> _Exercise requirements_:
When a line of the records contains "drawText", copy it.

> _Dataset records_:
##########

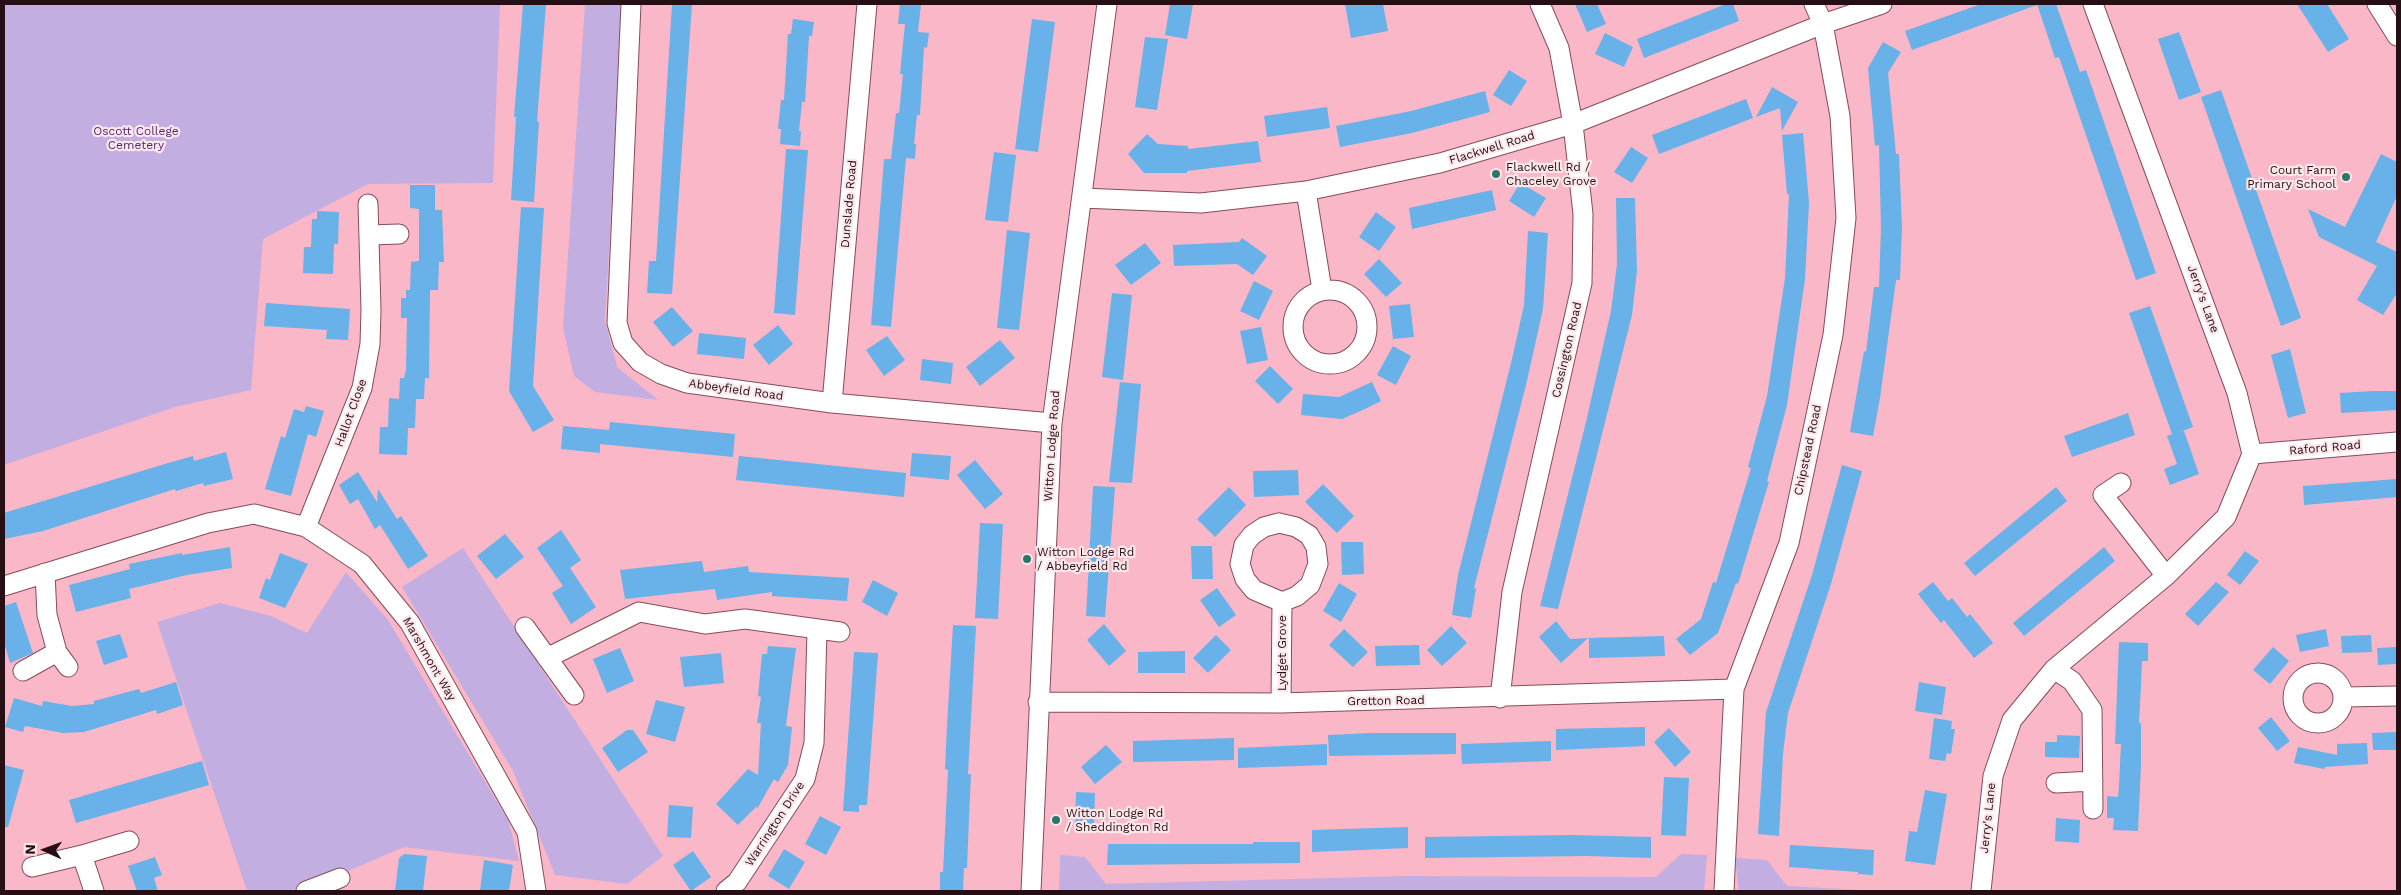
<!DOCTYPE html>
<style>
body{margin:0}
#map{position:relative;width:2401px;height:895px;overflow:hidden;background:#fab7c7;font-family:"Work Sans",sans-serif}
canvas{display:block}
.frame{position:absolute;inset:0;border:5px solid #250e14;pointer-events:none}
.north{position:absolute;left:20px;top:825px;width:50px;height:50px;-webkit-text-stroke:4px #fce7eb;paint-order:stroke;rotate:272deg;font-size:14px;font-weight:700;line-height:20px;text-align:center;color:#250e14}
.north::after{content:'';display:block;margin:auto;width:18px;height:22px;background:#250e14;clip-path:polygon(50% 0,100% 100%,50% 72%,0 100%)}
</style>
<div id="map">
<canvas width="2401" height="895"></canvas>
<div class="frame"></div>
<div class="north">N</div>
</div>
<script>
const context = document.querySelector('canvas').getContext('2d');
context.lineJoin = 'round';
function paint(path, color) { context.fillStyle = color; context.fill(path, 'evenodd'); }
const toPath = rows => new Path2D(rows.map(r => 'M' + r).join(''));
function strokePath(path, color, width, dash) { context.strokeStyle = color; context.lineWidth = width; context.lineCap = dash ? 'butt' : 'round'; context.setLineDash(dash || []); context.stroke(path); }
function drawText(font, color, halo, rows, align = 'center') {
  context.font = font + ' "Work Sans",sans-serif'; context.lineWidth = 4.5; context.setLineDash([]); context.textBaseline = 'middle'; context.strokeStyle = halo; context.fillStyle = color; for (const [text, x, y, turn = 0] of rows) {
    context.save(); context.translate(x, y); context.rotate((+turn || 0) * Math.PI / 180); context.textAlign = isNaN(turn) ? turn : align; if (halo) context.strokeText(text, 0, 0); context.fillText(text, 0, 0); context.restore();
  }
}
paint(toPath([
 [4,4,500,4,493,183,368,184,263,239,251,390,175,407,4,465],
 [585,4,623,4,605,321,617,367,658,400,595,392,574,376,563,328],
 [463,548,663,856,627,884,555,875,513,771,402,587],
 [346,572,388,620,508,820,519,861,404,847,341,874,288,891,247,891,157,622,220,603,271,616,307,633],
 [1681,854,1707,855,1704,891,1059,891,1060,855,1085,857,1106,884,1404,876,1656,877],
 [1735,858,1767,860,1787,886,1876,891,1739,891]
]), '#c3aee2');
paint(toPath([
 [523,4,546,4,537,121,539,122,534,202,511,200,516,117,514,117],
 [672,4,692,4,672,294,647,293,649,261,656,261],
 [900,4,921,4,918,32,929,33,927,48,924,47,920,115,917,115,914,144,916,144,915,159,906,158,891,327,871,325,884,159,891,159,896,113,899,113,903,74,900,74,905,24,898,24],
 [1170,4,1193,4,1187,39,1165,35],
 [1345,4,1383,4,1388,31,1351,38],
 [1575,4,1597,4,1606,24,1587,32],
 [1726,4,1733,4,1739,21,1644,58,1637,39],
 [1981,4,2037,5,1912,50,1905,31],
 [2037,4,2056,4,2080,72,2086,70,2156,273,2136,280,2059,57,2055,58],
 [2297,4,2327,4,2349,39,2328,52],
 [793,19,814,22,812,36,809,36,805,102,802,102,799,131,801,131,800,146,780,144,781,129,778,129,781,100,784,100,788,34,791,34],
 [1032,19,1055,22,1038,152,1015,149],
 [2179,32,2201,92,2179,100,2158,39],
 [1605,33,1633,47,1624,67,1595,54],
 [1145,37,1168,39,1157,110,1135,107],
 [1883,42,1901,52,1888,73,1896,154,1899,154,1902,227,1900,280,1896,280,1880,398,1873,436,1850,432,1864,351,1866,352,1874,287,1879,287,1881,228,1879,145,1875,146,1868,68],
 [1509,70,1527,81,1511,106,1493,95],
 [1772,87,1798,102,1782,131,1780,108,1756,117],
 [2221,90,2301,318,2281,326,2201,97],
 [1485,91,1490,112,1412,133,1340,147,1336,126,1411,111],
 [1746,99,1753,118,1659,154,1652,135],
 [1327,107,1330,128,1267,137,1264,116],
 [1803,133,1809,203,1805,279,1787,405,1767,481,1769,482,1738,584,1736,583,1718,633,1690,655,1676,639,1701,619,1713,582,1716,583,1751,468,1748,467,1767,396,1785,278,1789,194,1787,194,1782,135],
 [1147,134,1158,144,1188,146,1188,149,1258,141,1261,162,1187,171,1187,173,1144,173,1128,154],
 [1631,147,1648,158,1632,183,1614,172],
 [786,149,808,150,795,315,774,313],
 [994,152,1016,155,1008,222,985,220],
 [2381,154,2397,162,2397,196,2376,242,2397,252,2397,293,2383,315,2357,300,2377,266,2319,237,2308,209,2345,227],
 [1520,183,1546,198,1534,217,1509,201],
 [410,185,435,185,435,210,442,210,444,262,439,262,438,290,430,290,429,378,425,378,424,399,416,399,415,428,408,428,407,455,379,454,380,427,388,427,389,398,399,399,400,378,404,378,406,370,407,318,401,318,401,298,406,298,406,290,410,290,411,262,419,261,419,209,410,208],
 [1492,190,1496,210,1412,229,1409,208],
 [1616,198,1635,198,1637,271,1632,315,1558,609,1540,606,1586,422,1611,311,1617,264],
 [521,207,544,208,533,386,554,420,533,432,509,391],
 [317,211,339,212,338,244,334,244,333,274,303,273,304,247,311,247,312,219,317,219],
 [1376,212,1396,227,1379,251,1359,237],
 [1007,230,1030,233,1019,330,997,328],
 [1528,231,1548,233,1543,309,1526,385,1474,588,1476,589,1471,618,1452,615,1458,575,1512,359,1524,305],
 [1242,238,1267,256,1253,275,1237,264,1174,266,1173,245,1239,242],
 [1145,243,1161,263,1131,285,1115,265],
 [1379,259,1402,283,1386,297,1364,274],
 [1254,281,1273,291,1259,320,1240,311],
 [1112,293,1132,295,1123,380,1102,377],
 [266,303,350,309,348,340,326,339,327,330,264,326],
 [1410,304,1414,337,1393,339,1389,306],
 [2150,306,2193,427,2180,432,2184,431,2199,474,2170,485,2164,469,2177,464,2167,436,2172,434,2129,313],
 [672,307,693,331,673,347,653,322],
 [778,325,793,344,769,365,753,345],
 [1261,327,1268,360,1247,364,1240,331],
 [699,333,746,338,744,359,697,354],
 [887,336,905,360,884,376,866,350],
 [1000,340,1015,358,980,386,966,367],
 [1393,346,1411,356,1396,385,1377,375],
 [2290,349,2306,413,2288,418,2271,355],
 [922,359,953,363,951,384,920,380],
 [1270,366,1293,389,1278,404,1255,381],
 [1120,382,1141,384,1132,483,1109,482],
 [1372,382,1381,401,1365,409,1342,419,1301,415,1303,394,1339,397],
 [2373,391,2397,391,2397,410,2341,413,2340,393],
 [306,406,324,411,316,437,308,434,291,496,265,489,281,436,285,438,294,409,304,412],
 [2128,413,2135,435,2072,457,2064,436],
 [610,422,735,434,733,457,600,444,600,453,561,449,563,426,609,430],
 [226,452,233,479,204,486,203,483,176,491,175,489,43,531,4,539,4,513,168,463,193,456,194,461],
 [912,453,951,456,949,480,910,476],
 [739,456,906,473,904,497,736,480],
 [975,460,1003,494,985,509,957,475],
 [1842,465,1862,471,1831,584,1788,713,1783,754,1779,836,1758,834,1766,712,1812,575],
 [1298,470,1299,495,1254,497,1253,471],
 [358,472,377,502,378,489,397,519,401,516,428,556,408,569,380,525,375,529,358,499,350,504,339,485],
 [2397,479,2397,497,2304,505,2303,486],
 [1323,484,1354,516,1337,533,1305,502],
 [1093,486,1115,487,1105,617,1086,616],
 [1229,487,1246,505,1215,537,1197,519],
 [2056,487,2067,501,1975,576,1964,563],
 [980,523,1003,524,998,619,975,618],
 [561,530,581,560,570,568,596,607,571,624,552,593,563,586,537,548],
 [505,534,524,557,496,579,477,556],
 [1341,542,1363,542,1364,574,1342,575],
 [1191,546,1212,546,1213,579,1192,579],
 [230,547,232,568,187,575,129,589,131,598,76,612,69,585,130,569,129,564,182,553,182,555],
 [2104,547,2115,561,2024,636,2013,623],
 [2245,551,2259,561,2240,585,2227,575],
 [280,553,308,564,285,608,259,598,266,578,270,580],
 [702,561,704,572,748,566,749,572,849,578,847,601,772,596,772,592,717,600,715,589,625,599,620,570],
 [873,580,898,593,887,616,862,602],
 [1933,582,1948,601,1952,598,1967,617,1970,614,1993,643,1974,658,1944,620,1941,623,1918,594],
 [2216,582,2229,592,2198,626,2185,614],
 [1339,583,1357,594,1341,622,1323,611],
 [1217,588,1236,615,1219,627,1200,600],
 [16,602,33,653,10,663,4,642,4,606],
 [1556,621,1570,639,1588,638,1561,663,1539,637],
 [1104,624,1126,651,1109,666,1087,640],
 [953,625,976,626,968,774,971,774,969,818,967,868,964,868,963,891,940,891,940,872,943,872,948,770,945,769,947,725],
 [1451,626,1467,643,1442,666,1427,650],
 [1344,629,1368,652,1353,667,1329,645],
 [2326,629,2329,646,2300,652,2296,635],
 [120,634,128,657,104,665,96,641],
 [1216,635,1231,650,1208,673,1193,658],
 [2371,635,2372,652,2342,653,2341,636],
 [1664,636,1665,656,1589,658,1589,638],
 [2119,642,2148,643,2148,661,2142,661,2141,685,2139,723,2141,723,2141,765,2138,831,2113,830,2114,818,2107,818,2107,796,2118,797,2119,786,2121,744,2115,744],
 [1419,645,1420,665,1376,666,1375,646],
 [768,646,796,648,786,726,792,727,788,765,778,782,774,779,757,809,757,806,738,825,716,804,748,769,758,775,761,723,757,723,761,697,758,696,762,654,767,654],
 [2273,647,2289,661,2270,684,2253,670],
 [2397,647,2397,664,2378,665,2377,648],
 [620,648,634,681,607,693,593,659],
 [1185,651,1185,673,1138,673,1138,652],
 [854,652,878,653,867,805,859,805,859,812,843,811],
 [721,653,724,683,684,687,680,657],
 [176,682,183,705,157,714,156,710,84,732,63,733,25,726,23,732,5,727,14,698,42,706,43,701,72,706,94,704,94,701,139,689,141,693],
 [1919,682,1946,687,1942,715,1915,711],
 [656,700,685,707,675,742,646,734],
 [2271,717,2290,741,2277,751,2258,728],
 [1934,718,1952,721,1951,729,1955,729,1951,754,1947,753,1945,761,1929,759],
 [1645,727,1645,746,1556,750,1556,729],
 [1669,728,1691,752,1675,767,1654,742],
 [627,730,633,730,648,752,618,772,602,748],
 [2397,732,2397,750,2373,750,2372,733],
 [1371,733,1456,733,1456,754,1329,756,1328,735],
 [2057,735,2080,736,2079,758,2045,757,2045,742,2057,742],
 [1234,738,1234,760,1133,762,1133,741],
 [1551,741,1551,761,1462,764,1461,744],
 [2367,743,2368,764,2325,767,2324,769,2294,763,2298,747,2337,755,2337,744],
 [1327,744,1327,765,1238,768,1238,748],
 [1106,745,1122,762,1095,784,1081,767],
 [202,761,209,785,76,823,69,800],
 [4,765,24,770,8,827,4,827],
 [1664,777,1689,778,1686,836,1661,835],
 [1925,790,1947,794,1935,865,1905,861,1909,831,1917,832],
 [1076,792,1095,793,1094,830,1075,829],
 [669,805,693,807,691,838,667,837],
 [820,816,841,827,826,855,805,844],
 [2056,818,2080,820,2079,843,2055,841],
 [1408,827,1408,848,1312,852,1312,830],
 [1571,835,1651,837,1651,858,1587,856,1425,858,1425,837],
 [1253,842,1300,842,1300,863,1107,865,1108,844,1253,844],
 [1790,845,1874,850,1873,875,1858,874,1858,872,1789,867],
 [784,849,805,862,789,889,768,876],
 [693,851,711,877,691,891,673,865],
 [404,854,427,856,423,891,395,891,399,858],
 [155,857,162,875,154,878,158,891,137,891,128,866],
 [484,860,513,865,509,891,480,891]
]), '#68b1e9');
const street = toPath([
 [631,4,617,323,623,343,640,362,661,374,687,383,832,403,1052,423],
 [2377,4,2397,36],
 [1306,191,1322,290],
 [1082,198,1201,203,1306,191,1440,163,1573,124,1823,24,1882,4],
 [370,235,399,234],
 '1293 327a37 37 0 1 1 74 0a37 37 0 1 1-74 0Z',
 [832,403,867,4],
 [2252,454,2397,442],
 [2121,483,2103,495,2166,576],
 [1279,523,1296,527,1309,535,1316,547,1318,564,1310,585,1297,596,1282,602,1254,590,1245,579,1240,564,1244,545,1252,535,1264,527,1279,523],
 [306,527,362,388,370,344,371,310,368,204],
 [4,586,208,523,254,514,306,527,362,564,410,623,527,832,536,891],
 [525,627,574,695],
 [57,652,68,667],
 [547,658,639,612,705,624,745,619,840,632],
 [2054,669,2072,681,2092,710,2093,809],
 [23,671,57,652,47,615,45,573],
 '2293 698a25 25 0 1 1 50 0a25 25 0 1 1-50 0Z',
 [2344,697,2397,696],
 [1500,698,1512,592,1582,283,1583,214,1573,124,1559,48,1540,4],
 [1038,702,1281,703,1734,689],
 [1281,703,1282,602],
 [2056,783,2093,781],
 [32,867,82,855],
 [94,891,82,855,129,841],
 [306,891,340,878],
 [726,891,737,882,805,779,814,743,817,630],
 [1031,891,1052,423,1107,4],
 [1724,891,1734,689,1789,543,1833,335,1846,218,1840,116,1823,24,1814,4],
 [1981,891,1993,776,2012,720,2054,669,2166,576,2226,517,2252,454,2237,393,2093,4]
]);
strokePath(street, '#854c5c', 21);
strokePath(street, '#fff', 19);
for (const [x, y, r, color] of [
 [1496,174,5,"#2d746a"],
 [2346,177,5,"#2d746a"],
 [1027,559,5,"#2d746a"],
 [1056,820,5,"#2d746a"]
]) { const dot = new Path2D(); dot.arc(x, y, r, 0, 2 * Math.PI); context.fillStyle = color; context.fill(dot); strokePath(dot, '#fce7eb', 2); }
drawText('12px', '#50267c', '#fce7eb', [
 ["Oscott College",136,131],
 ["Cemetery",136,145]
]);
drawText('12px', '#250e14', '#fce7eb', [
 ["Flackwell Road",1492,148,-17],
 ["Dunslade Road",849,204,-85],
 ["Jerry's Lane",2203,299,70],
 ["Cossington Road",1567,350,-77],
 ["Abbeyfield Road",736,390,8],
 ["Hallot Close",351,413,-70],
 ["Witton Lodge Road",1052,446,-86],
 ["Raford Road",2325,448,-5],
 ["Chipstead Road",1808,450,-78],
 ["Lydget Grove",1282,653,-90],
 ["Marshmont Way",429,659,60],
 ["Gretton Road",1386,701,-1],
 ["Jerry's Lane",1988,818,-84],
 ["Warrington Drive",775,824,-57]
]);
drawText('12px', '#250e14', '#fce7eb', [
 ["Flackwell Rd /",1506,167],
 ["Chaceley Grove",1506,181],
 ["Court Farm",2336,170,"right"],
 ["Primary School",2336,184,"right"],
 ["Witton Lodge Rd",1037,552],
 ["/ Abbeyfield Rd",1037,566],
 ["Witton Lodge Rd",1066,813],
 ["/ Sheddington Rd",1066,827]
], 'left');
</script>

##########

> _Solved exercise_:
function drawText(font, color, halo, rows, align = 'center') {
drawText('12px', '#50267c', '#fce7eb', [
drawText('12px', '#250e14', '#fce7eb', [
drawText('12px', '#250e14', '#fce7eb', [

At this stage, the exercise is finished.